Following the Big Bang in the United Kingdom, the London market grew once again and consolidated its status as a global market. It is true that in the process, capital of various origins found its way into British financial institutions. This, however, occurred because the London market had the capacity to create new financial techniques, and obviously, the subsequent revitalization of the market has contributed to the development of the British economy.

In the end, financial institutions seem to have no choice but to reinforce their financial strength and enhance their competitiveness to survive tough competition. I strongly expect that financial institutions in Japan will further strengthen their competitiveness through efforts to reform themselves, and I am convinced that they remain full of determination in this respect.

Another concern in Japan has been that if deregulation proceeds further, many of the small and medium-sized financial institutions will find their business base taken over by the larger institutions. Looking at the situation in Europe and the United States, however, I feel that there is a tendency for financial institutions to become specialized in the present financial environment. While it is true that some financial institutions might seek to provide comprehensive financial services, they will not be able to survive the severe competition by merely expanding the scale and scope of their operations. Those institutions will also have to develop areas or niches in which they can be competitive to secure the base for their existence. It is thus strongly expected that each financial institution will advance its know-how and expertise in its particular areas of strength so as to provide quality financial services. While the market reform in Japan will thus intensify competition among financial institutions, I am of the view that it will not directly cause the small and medium-sized financial institutions to lose their business bases.

V. Conclusion

The reform of the financial markets involves numerous issues besides relaxation and removal of existing regulations and improvement of the institutional framework of the legal, tax, and accounting systems. Review of public financing and adequate regulation and supervision, for example, are important considerations. The revision of the Bank of Japan Law should also be perceived as part of the process of reform of the Japanese financial markets and the financial system.

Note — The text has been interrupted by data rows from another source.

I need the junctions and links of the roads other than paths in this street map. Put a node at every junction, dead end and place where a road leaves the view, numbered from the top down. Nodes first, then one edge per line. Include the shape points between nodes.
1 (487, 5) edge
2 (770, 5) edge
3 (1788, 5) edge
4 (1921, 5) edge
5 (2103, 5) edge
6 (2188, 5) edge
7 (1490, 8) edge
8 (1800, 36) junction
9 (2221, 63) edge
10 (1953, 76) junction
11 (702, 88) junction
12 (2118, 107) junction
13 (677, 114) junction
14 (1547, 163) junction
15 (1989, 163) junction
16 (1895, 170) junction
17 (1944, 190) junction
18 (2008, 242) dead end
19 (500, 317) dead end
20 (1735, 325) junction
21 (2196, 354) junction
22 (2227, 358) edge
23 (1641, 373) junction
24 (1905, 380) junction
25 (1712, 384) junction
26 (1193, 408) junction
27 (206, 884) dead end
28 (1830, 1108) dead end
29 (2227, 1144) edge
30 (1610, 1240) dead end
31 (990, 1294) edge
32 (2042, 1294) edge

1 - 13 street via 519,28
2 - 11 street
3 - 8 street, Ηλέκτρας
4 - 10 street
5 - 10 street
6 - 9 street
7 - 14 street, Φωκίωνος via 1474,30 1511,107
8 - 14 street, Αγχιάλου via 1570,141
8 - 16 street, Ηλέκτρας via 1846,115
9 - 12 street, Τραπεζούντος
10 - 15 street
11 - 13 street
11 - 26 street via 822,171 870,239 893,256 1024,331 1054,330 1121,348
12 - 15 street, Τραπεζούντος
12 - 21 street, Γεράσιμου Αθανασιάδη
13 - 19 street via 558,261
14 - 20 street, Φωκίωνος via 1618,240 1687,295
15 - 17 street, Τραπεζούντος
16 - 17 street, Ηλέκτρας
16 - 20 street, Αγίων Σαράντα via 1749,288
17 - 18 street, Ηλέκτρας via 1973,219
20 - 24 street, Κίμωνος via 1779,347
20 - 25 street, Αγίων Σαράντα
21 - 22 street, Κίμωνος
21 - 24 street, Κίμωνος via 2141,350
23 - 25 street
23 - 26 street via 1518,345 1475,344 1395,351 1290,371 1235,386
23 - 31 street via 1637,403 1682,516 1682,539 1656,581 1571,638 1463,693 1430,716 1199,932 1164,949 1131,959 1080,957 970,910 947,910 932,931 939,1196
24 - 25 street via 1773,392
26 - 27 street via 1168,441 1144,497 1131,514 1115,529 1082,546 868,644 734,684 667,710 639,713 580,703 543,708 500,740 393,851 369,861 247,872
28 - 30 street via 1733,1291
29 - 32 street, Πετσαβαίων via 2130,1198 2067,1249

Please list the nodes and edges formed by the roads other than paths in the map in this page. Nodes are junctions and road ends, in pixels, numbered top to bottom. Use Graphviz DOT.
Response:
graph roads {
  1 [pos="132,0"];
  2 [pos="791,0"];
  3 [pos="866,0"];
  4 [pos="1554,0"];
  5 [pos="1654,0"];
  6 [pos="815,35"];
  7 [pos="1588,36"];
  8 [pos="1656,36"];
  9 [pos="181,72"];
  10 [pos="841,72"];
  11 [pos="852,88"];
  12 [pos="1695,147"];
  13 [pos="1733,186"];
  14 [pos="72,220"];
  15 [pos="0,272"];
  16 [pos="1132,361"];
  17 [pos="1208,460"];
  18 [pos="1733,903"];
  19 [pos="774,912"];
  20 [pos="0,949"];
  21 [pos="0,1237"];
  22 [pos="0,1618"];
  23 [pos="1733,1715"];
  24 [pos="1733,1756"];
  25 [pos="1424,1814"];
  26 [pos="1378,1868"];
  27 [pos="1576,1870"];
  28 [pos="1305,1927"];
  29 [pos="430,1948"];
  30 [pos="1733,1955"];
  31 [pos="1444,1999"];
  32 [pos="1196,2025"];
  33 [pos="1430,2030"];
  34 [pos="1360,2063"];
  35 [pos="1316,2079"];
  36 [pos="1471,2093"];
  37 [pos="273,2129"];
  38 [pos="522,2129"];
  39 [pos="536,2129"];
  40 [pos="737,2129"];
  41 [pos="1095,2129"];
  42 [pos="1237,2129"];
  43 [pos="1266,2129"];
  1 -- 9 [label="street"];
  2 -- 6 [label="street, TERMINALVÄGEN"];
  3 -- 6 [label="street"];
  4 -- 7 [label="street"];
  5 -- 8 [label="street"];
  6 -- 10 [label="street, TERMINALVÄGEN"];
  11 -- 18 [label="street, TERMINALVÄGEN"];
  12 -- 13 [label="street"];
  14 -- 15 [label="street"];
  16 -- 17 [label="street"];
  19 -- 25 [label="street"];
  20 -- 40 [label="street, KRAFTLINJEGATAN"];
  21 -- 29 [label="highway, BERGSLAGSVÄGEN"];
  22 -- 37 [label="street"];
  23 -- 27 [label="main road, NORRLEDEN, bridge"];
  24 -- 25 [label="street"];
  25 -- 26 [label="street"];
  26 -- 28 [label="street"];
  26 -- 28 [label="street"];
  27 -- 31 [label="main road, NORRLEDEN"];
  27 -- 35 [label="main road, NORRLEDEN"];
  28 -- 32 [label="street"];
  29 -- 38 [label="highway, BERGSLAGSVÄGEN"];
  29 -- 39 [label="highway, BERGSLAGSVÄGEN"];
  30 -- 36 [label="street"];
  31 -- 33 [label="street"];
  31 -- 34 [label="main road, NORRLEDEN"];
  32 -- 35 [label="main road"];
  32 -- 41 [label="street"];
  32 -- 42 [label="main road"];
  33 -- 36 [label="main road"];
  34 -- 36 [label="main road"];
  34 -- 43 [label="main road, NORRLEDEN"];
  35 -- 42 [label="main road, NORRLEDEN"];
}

With regard to the revision of the Bank of Japan Law, a bill to amend the entire Law was submitted to the Diet in March following intense deliberations by the Central Bank Study Group, an advisory panel to the Prime Minister, and by the Financial System Research Council, an advisory committee to the Minister of Finance. The bill aims at establishing a new central bank system founded on the two basic principles of independence and transparency. Underlying the amendment proposal is the perception that in order to improve the efficacy and flexibility of monetary policy amid the changes occurring in the global environment surrounding the Japanese financial markets, which I have discussed today, the legislation based on which the Bank of Japan operates must be appropriate for a central bank in the new age.

I strongly hope that the bill will have a smooth passage following Diet deliberations. At the same time, we at the Bank of Japan are determined to strengthen our efforts to reform the Bank to ensure appropriate policy and operational management.

In closing, I would like to ask for your continued understanding and cooperation. Thank you.